▸ **Prompt**
Whenever the string "Малая" turns up in a line of the data below, copy that line.

Stored data
═══
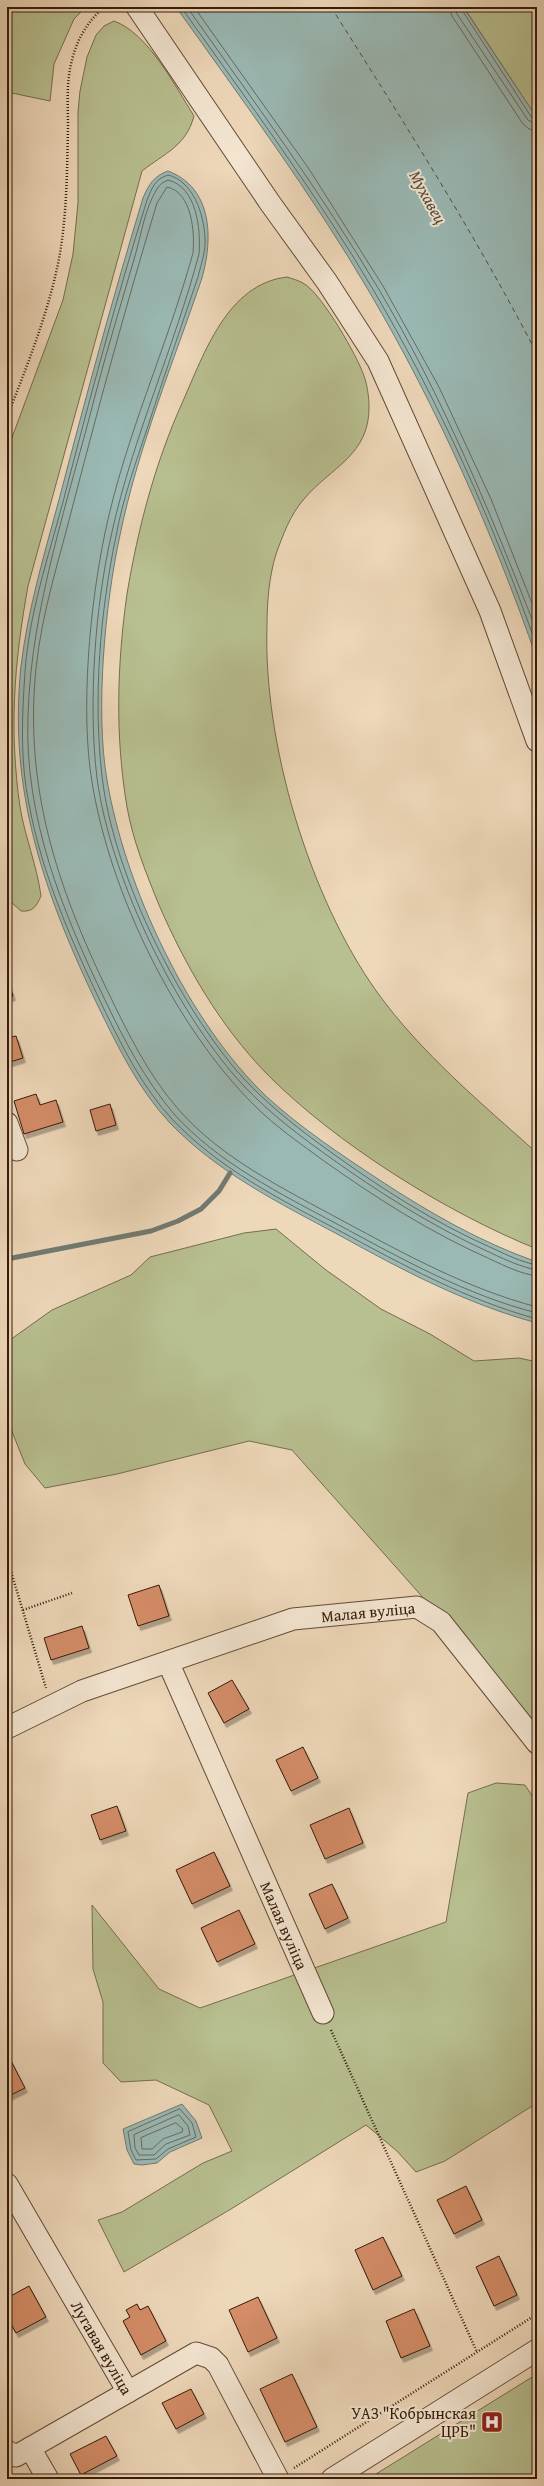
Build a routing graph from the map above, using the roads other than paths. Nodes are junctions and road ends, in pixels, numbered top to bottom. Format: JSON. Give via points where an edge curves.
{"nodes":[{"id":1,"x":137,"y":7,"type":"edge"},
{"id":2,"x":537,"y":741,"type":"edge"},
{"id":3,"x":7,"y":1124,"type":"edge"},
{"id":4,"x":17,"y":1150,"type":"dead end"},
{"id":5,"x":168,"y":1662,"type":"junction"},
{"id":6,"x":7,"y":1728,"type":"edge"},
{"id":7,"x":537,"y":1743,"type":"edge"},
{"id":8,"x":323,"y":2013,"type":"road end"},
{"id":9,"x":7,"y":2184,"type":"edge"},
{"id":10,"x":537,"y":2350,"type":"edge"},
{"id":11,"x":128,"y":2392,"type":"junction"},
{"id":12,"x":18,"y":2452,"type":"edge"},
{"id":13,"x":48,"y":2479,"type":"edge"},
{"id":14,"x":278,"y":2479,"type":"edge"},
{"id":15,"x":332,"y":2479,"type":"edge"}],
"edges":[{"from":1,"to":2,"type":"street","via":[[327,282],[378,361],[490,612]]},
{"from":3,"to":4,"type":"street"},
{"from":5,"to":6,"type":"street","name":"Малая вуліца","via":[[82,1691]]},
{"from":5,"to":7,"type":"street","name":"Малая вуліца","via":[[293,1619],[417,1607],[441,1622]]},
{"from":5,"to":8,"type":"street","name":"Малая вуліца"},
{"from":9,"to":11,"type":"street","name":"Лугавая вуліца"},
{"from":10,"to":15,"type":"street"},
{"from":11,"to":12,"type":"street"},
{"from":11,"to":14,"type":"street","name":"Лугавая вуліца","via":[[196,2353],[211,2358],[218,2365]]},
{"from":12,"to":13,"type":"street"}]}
═══
▸ **Your response**
{"from":5,"to":6,"type":"street","name":"Малая вуліца","via":[[82,1691]]},
{"from":5,"to":7,"type":"street","name":"Малая вуліца","via":[[293,1619],[417,1607],[441,1622]]},
{"from":5,"to":8,"type":"street","name":"Малая вуліца"},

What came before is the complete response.